Homilía XI Domingo del Tiempo Ordinario
Año litúrgico 2020-2021 (Ciclo B)
Lectura 1: Ez 17,22-24
Salmo: Sal 91
Lectura 2: 2Cor 5,6-10
Evangelio: Mc 4, 26-34
Árboles, pájaros, agricultores. La lectura de Ezequiel y la del Evangelio de hoy hacen referencia al mundo agrícola, al mundo de la naturaleza inclusive. La naturaleza nos remite a Dios y a su gobierno entre nosotros, pero también Dios nos remite a la creación, donde hay muchas zonas en peligro. En general, nosotros nos sentimos relajados en el campo, pero del mismo modo nos sentimos cautivados y desconcertados ante la naturaleza indómita de la Amazonía por ejemplo.
Dios es como un agricultor de árboles. La imagen de Dios en Ezequiel es la de un cultivador de árboles, cedros específicamente. Y siembra una ramita en la cima de un monte elevado. Aves diversas anidarán al abrigo de sus ramas cuando el cedro crezca. Es decir, un brote pequeño de un árbol es plantado en un monte alto: algo pequeño para que todos lo vean. Así todos los árboles reconocerán quién es el Señor, pues humilló al árbol imponente y exaltó al brote que creció, e hizo secarse al árbol verde e hizo florecer el árbol seco.
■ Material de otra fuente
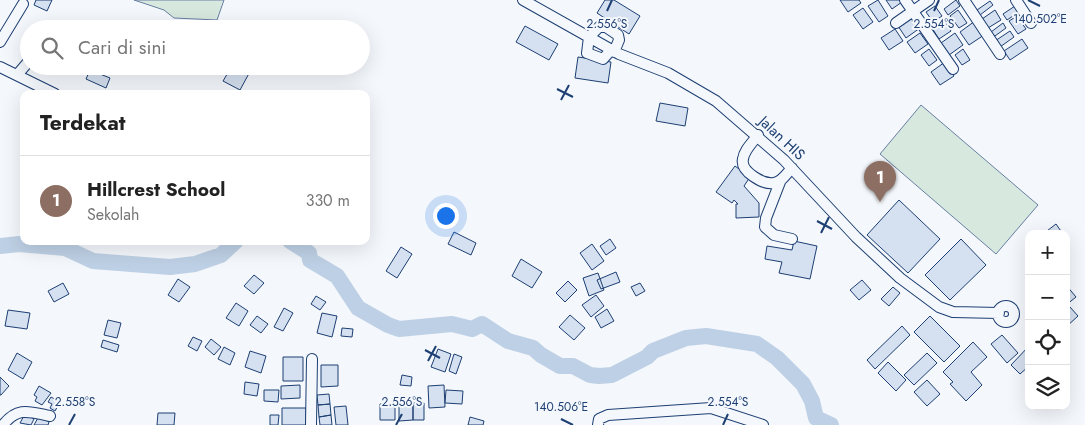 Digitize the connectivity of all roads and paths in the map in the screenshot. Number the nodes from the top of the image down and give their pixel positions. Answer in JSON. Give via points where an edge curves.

Dios es como un agricultor de árboles a partir de tiernos brotes. Pero Dios es, digamos así, un propiciador de ecosistemas porque con estos árboles se crea un entorno en el que caben aves por ejemplo. Cuando cortamos árboles, no solo caen éstos, sino también fauna y flora, haciéndose esta realidad más terrible en ecosistemas como la selva amazónica.
La segunda Lectura nos remite a caminar saturados de buen ánimo -buena vibra, diríamos en términos coloquiales- y que caminamos en fe y no en visión. Caminamos en confianza en Dios, no en supuestos mensajes que nos distraen del amor desbordante de Dios, y así nos esforzamos en agradarle. Y hemos de comparecer ante el tribunal de Cristo, sabiendo que Dios es nuestro defensor como una cariñosa madre o un justo fiscal que investiga organizaciones criminales.
Plantas, pájaros, agricultores, vuelven a aparecer en el Evangelio según Marcos. Jesús predica sobre el reinado de Dios. A veces nosotros tenemos en cuenta a Dios pero nos olvidamos del reinado de Dios que incluye la paz entre pueblos, la justicia para los pobres, el bienestar de las naciones. Aspectos sociales consideramos por algunos, pero que son hondamente espirituales porque ahí en el corazón de la sociedad se deja traslucir el amor generoso de Dios a través de la presencia y actuación de los creyentes.
Jesús como buen judío -empapado en el Antiguo Testamento en el que encontramos muchas comparaciones para explicar la actuación de Dios- busca que la gente comprenda mejor el mensaje salvífico de Dios. Jesús pregunta cómo comparar el reino de Dios, cómo hacer una relación entre lo que Dios promueve entre nosotros con algún aspecto de la realidad, como por ejemplo la realidad del campo o la naturaleza con sus árboles, semillas, frutos.
Jesús es un magnífico contador de historias. Jesús pretende que captemos el mensaje de Dios y que demos respuesta a la parábola en la vida misma, no en un rito o en algo apartado de la realidad, sino en la misma realidad que vivimos y que podemos cambiar en orden a la paz, no a broncas y a falsedades.
¿Qué parábola usaremos?, era la inquietud de Jesús, que contó la historia de la semilla muy pequeña, que crece tan alto cuyas ramas acogen a los pájaros. Jesús les exponía la palabra de Dios con diversas parábolas, acomodándose al entender del pueblo, aunque era más específico en sus explicaciones con sus discípulos.
Las parábolas de Jesús llegan hasta nosotros, y apelan a la inteligencia y al corazón. La respuesta hemos de darla nosotros en la vida misma, sin el cinismo de muchos en este tiempo de pandemia y de arengas poco democráticas. Las palabras de la Biblia de hoy nos remiten también a contemplar la belleza de la creación pues de allí surgen reflexiones sobre Dios, el Dios que esparce semillas pequeñas y planta brotes tiernos, que crecerán y albergarán más vida.